I did not say that the current signals are suitable for the buses - I am saying that with Traffic Signal Priority (TSP) technology, buses can receive extended greens and shorter reds (which is also included in most light rail lines and SBS lines). Fordham Rd does not have special "green waves" in the same way that Queens Blvd or the avenues in Manhattan do because it is a crosstown road, with no particular "peak" direction of travel.

 

 

yes GC, a bus can just go around an obstacle. how do you know how frequent the delays a trolley would experience from any kind of obstacle on the track (which does not have to stop trolleys completely; it could just slow them a bit) would be compared to those experienced by buses when the buses are on a two-lane road full of traffic that should be in two lanes but can only be in one due to an obstruction?

 

In the event that a tram breaks down along the route, other trams will not be able to pass it. In the event that this happens on a bus route, buses can bypass it - even on a two lane road, you can temporarily drive in the wrong direction (as has happened many times in my bus riding experience.)

 

so you think that it is more important to discourage the vast majority of people from attempting to violate than it is to get rid of 100% of violations. well, it is what it is then. (not sure if I can agree with you.)

 

It's not that it's more important - it's that it's more feasible.

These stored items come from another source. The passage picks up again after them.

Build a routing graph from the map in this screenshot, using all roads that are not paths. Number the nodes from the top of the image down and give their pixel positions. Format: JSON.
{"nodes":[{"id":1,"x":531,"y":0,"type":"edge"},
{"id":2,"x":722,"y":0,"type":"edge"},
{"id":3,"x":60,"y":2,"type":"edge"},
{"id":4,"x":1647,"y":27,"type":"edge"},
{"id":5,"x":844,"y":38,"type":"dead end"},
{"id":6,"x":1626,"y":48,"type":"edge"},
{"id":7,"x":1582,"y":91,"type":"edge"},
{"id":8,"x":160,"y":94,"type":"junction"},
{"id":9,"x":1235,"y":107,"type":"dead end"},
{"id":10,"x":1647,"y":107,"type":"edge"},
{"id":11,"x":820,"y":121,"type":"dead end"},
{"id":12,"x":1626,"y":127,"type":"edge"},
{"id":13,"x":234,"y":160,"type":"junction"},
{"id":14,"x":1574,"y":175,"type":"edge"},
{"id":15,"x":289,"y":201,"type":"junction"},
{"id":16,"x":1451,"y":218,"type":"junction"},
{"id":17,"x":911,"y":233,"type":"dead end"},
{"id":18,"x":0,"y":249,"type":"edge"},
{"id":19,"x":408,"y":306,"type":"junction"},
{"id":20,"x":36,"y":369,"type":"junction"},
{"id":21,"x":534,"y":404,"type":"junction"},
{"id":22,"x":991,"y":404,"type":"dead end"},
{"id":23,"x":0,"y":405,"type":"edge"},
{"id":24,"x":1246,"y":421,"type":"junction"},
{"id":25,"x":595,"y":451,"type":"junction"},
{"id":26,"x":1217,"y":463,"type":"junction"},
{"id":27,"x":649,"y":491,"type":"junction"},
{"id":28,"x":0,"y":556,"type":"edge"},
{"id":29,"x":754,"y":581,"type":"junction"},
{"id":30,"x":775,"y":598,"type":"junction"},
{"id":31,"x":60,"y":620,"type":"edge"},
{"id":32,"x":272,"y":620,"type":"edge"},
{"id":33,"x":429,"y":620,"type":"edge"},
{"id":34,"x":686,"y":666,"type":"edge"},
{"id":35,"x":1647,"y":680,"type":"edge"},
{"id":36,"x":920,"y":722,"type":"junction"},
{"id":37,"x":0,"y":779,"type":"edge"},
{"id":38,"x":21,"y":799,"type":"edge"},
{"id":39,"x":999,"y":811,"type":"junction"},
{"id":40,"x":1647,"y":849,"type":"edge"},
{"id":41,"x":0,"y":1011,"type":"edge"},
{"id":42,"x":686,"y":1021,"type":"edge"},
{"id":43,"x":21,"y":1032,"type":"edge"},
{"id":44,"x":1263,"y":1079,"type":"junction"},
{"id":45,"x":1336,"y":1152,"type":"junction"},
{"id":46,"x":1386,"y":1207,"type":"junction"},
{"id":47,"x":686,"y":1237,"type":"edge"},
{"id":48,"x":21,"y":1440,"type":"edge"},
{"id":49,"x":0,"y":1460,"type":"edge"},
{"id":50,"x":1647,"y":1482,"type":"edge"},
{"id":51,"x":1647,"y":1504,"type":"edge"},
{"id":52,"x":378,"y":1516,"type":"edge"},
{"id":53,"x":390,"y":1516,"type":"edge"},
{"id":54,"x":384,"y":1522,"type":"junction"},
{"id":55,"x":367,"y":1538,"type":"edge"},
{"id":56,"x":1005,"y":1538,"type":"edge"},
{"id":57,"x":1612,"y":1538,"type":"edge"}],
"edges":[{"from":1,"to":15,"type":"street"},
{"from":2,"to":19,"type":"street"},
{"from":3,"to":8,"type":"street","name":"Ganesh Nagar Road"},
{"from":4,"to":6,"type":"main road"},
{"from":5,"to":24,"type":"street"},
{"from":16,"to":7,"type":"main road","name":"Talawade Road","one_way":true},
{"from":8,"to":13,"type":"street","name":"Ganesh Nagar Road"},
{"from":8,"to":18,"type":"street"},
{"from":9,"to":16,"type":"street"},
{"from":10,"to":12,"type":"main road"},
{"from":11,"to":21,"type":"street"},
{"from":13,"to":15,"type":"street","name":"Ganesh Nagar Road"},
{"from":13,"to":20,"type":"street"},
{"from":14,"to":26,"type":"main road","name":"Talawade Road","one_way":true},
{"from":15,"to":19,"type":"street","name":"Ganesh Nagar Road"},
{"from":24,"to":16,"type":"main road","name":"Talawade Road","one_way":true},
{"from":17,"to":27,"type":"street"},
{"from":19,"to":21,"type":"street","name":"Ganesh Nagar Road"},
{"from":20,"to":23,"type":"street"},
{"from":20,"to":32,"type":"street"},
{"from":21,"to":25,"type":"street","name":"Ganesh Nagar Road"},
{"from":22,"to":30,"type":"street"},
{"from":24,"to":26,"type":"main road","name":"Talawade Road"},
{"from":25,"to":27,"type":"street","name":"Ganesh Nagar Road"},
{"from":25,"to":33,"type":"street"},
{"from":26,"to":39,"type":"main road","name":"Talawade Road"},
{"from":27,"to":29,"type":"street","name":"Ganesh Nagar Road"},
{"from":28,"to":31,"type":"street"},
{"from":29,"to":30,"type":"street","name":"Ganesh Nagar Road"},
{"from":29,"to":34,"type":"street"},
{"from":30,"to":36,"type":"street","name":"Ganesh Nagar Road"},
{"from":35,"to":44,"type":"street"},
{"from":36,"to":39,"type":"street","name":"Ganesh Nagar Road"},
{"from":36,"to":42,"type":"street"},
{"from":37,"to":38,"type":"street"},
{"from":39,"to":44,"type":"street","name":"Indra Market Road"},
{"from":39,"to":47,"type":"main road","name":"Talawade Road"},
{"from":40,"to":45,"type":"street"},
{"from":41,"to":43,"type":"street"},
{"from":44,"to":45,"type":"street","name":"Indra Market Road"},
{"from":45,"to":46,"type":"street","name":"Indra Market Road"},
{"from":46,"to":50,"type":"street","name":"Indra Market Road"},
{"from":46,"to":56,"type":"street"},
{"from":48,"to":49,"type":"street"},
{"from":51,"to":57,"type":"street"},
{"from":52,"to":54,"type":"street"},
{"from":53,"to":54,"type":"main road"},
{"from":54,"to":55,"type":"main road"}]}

At some point, the costs of getting another violator caught exceeds the benefits of doing so.

 

See, the difference between you and I is that I am looking at this in the context of expanding mobility for all users, whereas you want to completely discourage auto use at all. Cars are not inherently bad and have their own purpose, and with EVs and hybrids and clean diesels, the environmental impact of cars can be minimized. It's only when you plan primarily for cars that you get bad results.